> Task goal:
Copies of all lines containing the string "them" are needed from the data below.

[Saved data entries]
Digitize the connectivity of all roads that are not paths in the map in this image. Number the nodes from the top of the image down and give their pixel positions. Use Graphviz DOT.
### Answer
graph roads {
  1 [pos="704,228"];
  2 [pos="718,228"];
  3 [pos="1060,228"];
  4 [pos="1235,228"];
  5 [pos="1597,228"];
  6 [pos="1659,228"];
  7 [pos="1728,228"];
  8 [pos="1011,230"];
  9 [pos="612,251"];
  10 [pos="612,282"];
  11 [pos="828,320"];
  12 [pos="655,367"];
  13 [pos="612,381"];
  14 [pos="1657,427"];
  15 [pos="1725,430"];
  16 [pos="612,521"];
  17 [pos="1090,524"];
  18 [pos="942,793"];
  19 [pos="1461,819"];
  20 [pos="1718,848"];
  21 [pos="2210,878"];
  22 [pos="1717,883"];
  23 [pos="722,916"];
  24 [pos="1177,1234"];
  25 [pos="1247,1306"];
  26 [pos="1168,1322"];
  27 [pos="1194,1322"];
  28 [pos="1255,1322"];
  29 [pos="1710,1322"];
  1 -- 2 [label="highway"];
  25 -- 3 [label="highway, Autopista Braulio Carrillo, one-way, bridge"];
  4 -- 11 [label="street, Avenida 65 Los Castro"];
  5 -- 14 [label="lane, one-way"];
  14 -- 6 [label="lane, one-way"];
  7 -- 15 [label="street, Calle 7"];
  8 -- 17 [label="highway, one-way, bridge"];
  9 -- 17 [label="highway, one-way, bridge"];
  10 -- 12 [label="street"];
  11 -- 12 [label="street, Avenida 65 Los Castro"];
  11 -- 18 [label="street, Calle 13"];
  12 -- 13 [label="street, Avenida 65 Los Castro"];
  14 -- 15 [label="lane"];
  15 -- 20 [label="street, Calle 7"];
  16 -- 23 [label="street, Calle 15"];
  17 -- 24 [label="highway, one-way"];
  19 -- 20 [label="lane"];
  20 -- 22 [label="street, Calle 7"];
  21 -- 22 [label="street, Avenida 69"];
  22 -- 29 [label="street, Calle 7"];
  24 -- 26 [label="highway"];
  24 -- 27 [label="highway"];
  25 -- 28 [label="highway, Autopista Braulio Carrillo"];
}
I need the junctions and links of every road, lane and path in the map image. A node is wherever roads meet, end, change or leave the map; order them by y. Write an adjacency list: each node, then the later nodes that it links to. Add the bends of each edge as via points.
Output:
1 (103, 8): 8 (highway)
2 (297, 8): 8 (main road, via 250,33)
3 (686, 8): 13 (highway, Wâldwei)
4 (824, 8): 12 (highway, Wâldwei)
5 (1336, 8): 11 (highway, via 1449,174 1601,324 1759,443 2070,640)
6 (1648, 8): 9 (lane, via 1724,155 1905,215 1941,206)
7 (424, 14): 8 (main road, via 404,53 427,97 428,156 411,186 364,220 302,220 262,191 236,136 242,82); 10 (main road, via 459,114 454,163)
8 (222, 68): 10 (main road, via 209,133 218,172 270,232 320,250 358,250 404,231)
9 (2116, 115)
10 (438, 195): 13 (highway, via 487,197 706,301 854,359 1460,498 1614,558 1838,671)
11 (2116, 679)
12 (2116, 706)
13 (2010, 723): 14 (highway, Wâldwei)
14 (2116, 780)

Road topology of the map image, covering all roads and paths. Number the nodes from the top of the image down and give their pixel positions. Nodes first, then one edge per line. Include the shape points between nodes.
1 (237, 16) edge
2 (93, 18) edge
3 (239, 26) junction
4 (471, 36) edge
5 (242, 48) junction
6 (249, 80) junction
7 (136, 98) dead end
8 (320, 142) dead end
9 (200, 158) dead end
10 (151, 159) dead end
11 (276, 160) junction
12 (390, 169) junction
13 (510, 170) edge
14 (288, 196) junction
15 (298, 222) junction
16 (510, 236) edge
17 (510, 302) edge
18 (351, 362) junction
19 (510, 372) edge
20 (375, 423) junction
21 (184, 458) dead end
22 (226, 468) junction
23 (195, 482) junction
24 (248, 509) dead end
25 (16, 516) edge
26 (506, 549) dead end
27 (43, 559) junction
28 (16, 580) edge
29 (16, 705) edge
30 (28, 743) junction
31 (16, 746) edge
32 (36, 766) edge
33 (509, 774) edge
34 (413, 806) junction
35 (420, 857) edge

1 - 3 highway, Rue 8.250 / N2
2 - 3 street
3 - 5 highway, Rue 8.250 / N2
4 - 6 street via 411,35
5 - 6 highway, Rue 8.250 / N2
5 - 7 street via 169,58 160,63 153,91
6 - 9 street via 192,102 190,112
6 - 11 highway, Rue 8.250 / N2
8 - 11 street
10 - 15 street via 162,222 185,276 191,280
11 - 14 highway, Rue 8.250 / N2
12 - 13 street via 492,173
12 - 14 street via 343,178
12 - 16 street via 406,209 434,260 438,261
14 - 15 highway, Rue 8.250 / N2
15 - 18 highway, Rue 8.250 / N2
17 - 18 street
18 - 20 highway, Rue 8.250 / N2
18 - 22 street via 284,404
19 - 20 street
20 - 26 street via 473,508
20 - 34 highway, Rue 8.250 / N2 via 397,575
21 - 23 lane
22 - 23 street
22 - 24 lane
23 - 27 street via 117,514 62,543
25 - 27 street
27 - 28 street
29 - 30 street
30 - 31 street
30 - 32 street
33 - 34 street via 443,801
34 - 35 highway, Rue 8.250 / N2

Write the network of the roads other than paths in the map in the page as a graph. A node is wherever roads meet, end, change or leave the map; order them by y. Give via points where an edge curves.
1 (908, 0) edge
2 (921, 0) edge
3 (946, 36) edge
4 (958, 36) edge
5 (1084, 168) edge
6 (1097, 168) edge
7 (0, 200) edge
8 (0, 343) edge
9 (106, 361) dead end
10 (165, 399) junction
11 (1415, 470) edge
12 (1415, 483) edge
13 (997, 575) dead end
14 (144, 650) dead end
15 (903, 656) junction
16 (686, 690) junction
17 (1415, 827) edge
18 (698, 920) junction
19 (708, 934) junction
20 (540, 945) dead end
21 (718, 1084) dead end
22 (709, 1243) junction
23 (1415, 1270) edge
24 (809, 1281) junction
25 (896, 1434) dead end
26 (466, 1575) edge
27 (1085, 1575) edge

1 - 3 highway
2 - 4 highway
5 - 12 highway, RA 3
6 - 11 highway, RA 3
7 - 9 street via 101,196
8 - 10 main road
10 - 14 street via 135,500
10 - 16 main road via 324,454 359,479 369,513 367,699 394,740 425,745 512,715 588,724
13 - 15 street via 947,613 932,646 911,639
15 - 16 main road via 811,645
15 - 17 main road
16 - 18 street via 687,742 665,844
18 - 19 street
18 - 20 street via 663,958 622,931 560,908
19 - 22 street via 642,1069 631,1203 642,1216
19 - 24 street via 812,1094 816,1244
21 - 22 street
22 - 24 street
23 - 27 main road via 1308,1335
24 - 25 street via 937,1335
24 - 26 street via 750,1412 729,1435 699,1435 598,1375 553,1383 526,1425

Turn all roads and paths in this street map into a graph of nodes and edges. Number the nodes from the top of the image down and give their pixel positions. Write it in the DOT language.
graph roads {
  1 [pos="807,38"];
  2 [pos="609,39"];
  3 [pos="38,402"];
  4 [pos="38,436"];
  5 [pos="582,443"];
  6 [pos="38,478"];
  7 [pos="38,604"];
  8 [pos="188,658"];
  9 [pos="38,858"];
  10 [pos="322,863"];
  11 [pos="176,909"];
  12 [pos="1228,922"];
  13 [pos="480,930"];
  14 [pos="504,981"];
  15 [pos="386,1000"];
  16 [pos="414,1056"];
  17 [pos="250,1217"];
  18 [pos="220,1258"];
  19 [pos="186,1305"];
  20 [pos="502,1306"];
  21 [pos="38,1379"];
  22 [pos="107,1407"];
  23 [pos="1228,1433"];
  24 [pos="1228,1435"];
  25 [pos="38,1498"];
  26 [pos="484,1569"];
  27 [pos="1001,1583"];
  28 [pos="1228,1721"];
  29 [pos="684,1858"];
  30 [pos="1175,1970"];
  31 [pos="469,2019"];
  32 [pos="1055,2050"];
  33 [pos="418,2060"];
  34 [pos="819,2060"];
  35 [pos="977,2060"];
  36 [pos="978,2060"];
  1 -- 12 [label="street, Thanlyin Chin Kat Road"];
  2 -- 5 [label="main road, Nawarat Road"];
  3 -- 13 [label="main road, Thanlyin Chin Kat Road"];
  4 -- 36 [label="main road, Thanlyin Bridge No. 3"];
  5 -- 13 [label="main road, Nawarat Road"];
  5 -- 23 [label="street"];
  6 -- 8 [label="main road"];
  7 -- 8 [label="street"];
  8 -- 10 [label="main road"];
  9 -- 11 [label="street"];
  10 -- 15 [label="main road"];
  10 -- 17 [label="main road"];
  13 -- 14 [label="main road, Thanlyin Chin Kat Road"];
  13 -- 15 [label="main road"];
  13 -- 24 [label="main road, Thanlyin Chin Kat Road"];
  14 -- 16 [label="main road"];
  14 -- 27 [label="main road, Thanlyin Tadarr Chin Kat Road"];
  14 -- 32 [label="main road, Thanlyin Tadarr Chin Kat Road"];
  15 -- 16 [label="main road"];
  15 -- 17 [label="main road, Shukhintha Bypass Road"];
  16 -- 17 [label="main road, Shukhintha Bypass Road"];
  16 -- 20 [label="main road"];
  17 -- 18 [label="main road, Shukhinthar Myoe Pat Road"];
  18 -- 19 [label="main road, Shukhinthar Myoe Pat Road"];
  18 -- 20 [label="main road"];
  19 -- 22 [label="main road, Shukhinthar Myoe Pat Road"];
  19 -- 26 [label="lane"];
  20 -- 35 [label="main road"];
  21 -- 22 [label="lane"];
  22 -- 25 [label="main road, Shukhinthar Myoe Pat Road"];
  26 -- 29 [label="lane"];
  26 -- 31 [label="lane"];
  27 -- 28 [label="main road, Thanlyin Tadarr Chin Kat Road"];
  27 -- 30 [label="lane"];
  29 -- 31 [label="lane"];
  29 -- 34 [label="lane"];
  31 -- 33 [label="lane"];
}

> Written solution:
I need the junctions and links of every road, lane and path in the map image. A node is wherever roads meet, end, change or leave the map; order them by y. Write an adjacency list: each node, then the later nodes that it links to. Add the bends of each edge as via points.
Write the network of the roads other than paths in the map in the page as a graph. A node is wherever roads meet, end, change or leave the map; order them by y. Give via points where an edge curves.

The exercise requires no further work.